We don’t get many details about last year or last month’s awards. The SEC does a great job protecting the anonymity of its award recipients. We do know, however, that a company that hires and then ignores a compliance officer is just asking for trouble.

As noted above, it’s not just the SEC program that pays whistleblowers. In 2012 the Justice Department paid a Citi quality control manager $31 million for reporting her company for lying about the quality of residential mortgages. Sherry Hunt filed her complaint under the False Claims Act.

A year later, an Indian pharmaceutical company was fined $500 million after a project and information manager reported the company for selling adulterated pharmaceuticals in the United States. That whistleblower, Dinesh Thakur, was paid $48 million by the Justice Department for his information. Like Ms. Hunt, he tried to get senior management’s attention long before filing a whistleblower lawsuit.

False Claims Act

To qualify for an award under the federal False Claims Act, whistleblowers must have information about fraud involving federal funds or a federal program. Healthcare fraud (Medicare) and residential lending (FHA, Fannie Mae and Freddie Mac) are the biggest source of current awards.

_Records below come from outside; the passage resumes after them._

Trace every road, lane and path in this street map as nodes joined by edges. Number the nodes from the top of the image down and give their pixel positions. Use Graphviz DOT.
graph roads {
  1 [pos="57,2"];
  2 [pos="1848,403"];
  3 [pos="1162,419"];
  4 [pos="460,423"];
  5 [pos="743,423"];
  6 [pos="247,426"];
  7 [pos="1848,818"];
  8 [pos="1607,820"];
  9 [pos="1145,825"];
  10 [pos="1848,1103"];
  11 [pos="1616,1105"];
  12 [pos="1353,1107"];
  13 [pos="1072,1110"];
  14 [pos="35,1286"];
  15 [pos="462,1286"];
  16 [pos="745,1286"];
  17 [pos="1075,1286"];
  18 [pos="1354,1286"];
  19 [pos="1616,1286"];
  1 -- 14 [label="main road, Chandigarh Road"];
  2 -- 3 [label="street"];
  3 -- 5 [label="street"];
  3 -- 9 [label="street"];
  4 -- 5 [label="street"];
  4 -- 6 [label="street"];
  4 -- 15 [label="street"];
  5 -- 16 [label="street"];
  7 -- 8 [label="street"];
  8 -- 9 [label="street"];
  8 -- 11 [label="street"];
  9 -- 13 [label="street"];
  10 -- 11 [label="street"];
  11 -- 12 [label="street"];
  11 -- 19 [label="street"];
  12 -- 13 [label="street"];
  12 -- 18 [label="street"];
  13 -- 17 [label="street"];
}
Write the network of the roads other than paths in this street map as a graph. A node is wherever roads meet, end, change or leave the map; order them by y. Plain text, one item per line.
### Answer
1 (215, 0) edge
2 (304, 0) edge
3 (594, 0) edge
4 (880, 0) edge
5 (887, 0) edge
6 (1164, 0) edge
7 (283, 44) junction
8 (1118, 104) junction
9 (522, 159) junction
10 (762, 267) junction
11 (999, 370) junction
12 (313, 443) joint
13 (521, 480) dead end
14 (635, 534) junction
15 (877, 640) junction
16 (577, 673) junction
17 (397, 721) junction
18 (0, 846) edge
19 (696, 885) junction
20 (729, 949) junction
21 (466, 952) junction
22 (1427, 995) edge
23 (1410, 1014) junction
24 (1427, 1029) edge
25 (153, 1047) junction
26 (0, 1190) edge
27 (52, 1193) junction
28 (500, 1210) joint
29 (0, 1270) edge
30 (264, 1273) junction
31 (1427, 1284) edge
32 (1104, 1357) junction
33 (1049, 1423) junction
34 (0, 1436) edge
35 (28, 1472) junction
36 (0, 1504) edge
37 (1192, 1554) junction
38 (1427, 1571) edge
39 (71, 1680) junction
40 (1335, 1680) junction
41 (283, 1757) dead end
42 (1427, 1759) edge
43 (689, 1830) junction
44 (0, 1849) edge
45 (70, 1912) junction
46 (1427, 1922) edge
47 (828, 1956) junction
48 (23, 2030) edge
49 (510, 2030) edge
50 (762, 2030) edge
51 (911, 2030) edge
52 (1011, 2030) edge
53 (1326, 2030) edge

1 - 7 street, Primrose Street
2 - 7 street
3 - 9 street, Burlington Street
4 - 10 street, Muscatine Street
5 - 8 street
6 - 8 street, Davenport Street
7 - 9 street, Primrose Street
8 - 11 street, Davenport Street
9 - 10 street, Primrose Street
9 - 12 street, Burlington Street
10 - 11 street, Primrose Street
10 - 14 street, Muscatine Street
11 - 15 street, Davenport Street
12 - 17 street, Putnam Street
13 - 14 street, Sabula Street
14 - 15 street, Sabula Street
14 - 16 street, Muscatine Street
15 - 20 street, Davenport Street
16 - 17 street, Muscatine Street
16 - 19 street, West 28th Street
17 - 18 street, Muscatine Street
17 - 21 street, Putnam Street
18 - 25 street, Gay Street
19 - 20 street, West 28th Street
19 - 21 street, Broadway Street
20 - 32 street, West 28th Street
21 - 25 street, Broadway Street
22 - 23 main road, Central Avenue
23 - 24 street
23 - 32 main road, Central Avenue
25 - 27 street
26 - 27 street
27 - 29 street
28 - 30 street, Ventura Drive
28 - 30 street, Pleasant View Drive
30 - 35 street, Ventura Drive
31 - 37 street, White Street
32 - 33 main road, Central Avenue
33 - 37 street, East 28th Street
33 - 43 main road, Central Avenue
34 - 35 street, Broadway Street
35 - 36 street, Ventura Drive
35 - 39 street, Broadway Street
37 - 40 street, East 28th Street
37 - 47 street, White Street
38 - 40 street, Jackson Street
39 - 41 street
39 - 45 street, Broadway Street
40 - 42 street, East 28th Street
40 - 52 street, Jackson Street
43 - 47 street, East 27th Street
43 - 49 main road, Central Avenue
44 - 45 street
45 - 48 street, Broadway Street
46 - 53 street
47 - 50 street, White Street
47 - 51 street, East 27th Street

That program has no restrictions that prevent compliance professionals from receiving an award.

Awards under the Act range between 15 percent and 30 percent of whatever the government collects. Treble damages and provisions that allow additional penalties of up to $11,000 per each false bill or “claim” often make for very large awards.

Unlike the SEC program, however, whistleblowers’ identities are likely to become public. Although complaints are filed “under seal” in federal court, most are unsealed at the conclusion of the government’s investigation.

A benefit of the False Claims Act, however, is that claims can be pursued privately even if the government declines to prosecute. The SEC has no similar provision giving the government more latitude to decline an otherwise good case.

The SEC program is new and has just started paying awards. Not so for the False Claims Act. Last year the Justice Department awarded whistleblowers $635 million under the Act.

SEC Dodd Frank Whistleblower Program

The SEC whistleblower program pays between10 percent and 30 percent of what the government collects.

To qualify, a whistleblower must have information about a violation of federal securities law and the SEC must recover at least $1 million from the wrongdoer. Although the program is still in its infancy, the SEC appears to be getting more aggressive in accepting cases.

SEC Award Restrictions on Compliance Officers

Unlike the False Claims Act, the SEC does impose restrictions on compliance personnel seeking awards.  The general rule is that compliance professionals and others whose principal duties involve internal audit or compliance functions are excluded from receiving an award. There are exceptions, however.

Probably the largest exception to the rule prohibiting compliance officers from collecting awards is the situation when reporting appears necessary to prevent the company from likely causing harm to investors or the company itself.

In simple terms, a company that ignores the compliance officer opens the door for that officer to contact the SEC and receive an award.

Other Whistleblower Award Programs

There are other programs that pay awards including the IRS whistleblower program and FIRREA – the Financial Institutions Reform Recovery and Enforcement Act. The latter covers federally insured banks. Neither program restricts payment of awards to compliance professionals.

Summary

No one likes to be ignored at work, particularly those charged with insuring corporate integrity and preventing fraud. Corporate greed and arrogance, however, will likely continue unabated until more compliance officers and other concerned employees step forward and file formal complaints.

Unless there is a threat to public safety – often the case in healthcare fraud cases – we think compliance officers should attempt to work through internal channels first. We caution potential whistleblowers, however, not to wait too long. It isn’t uncommon for companies to make repeated promises but never take action.

Unfortunately, the current whistleblower programs all have a first to file component. Wait too long and some one else may collect an award.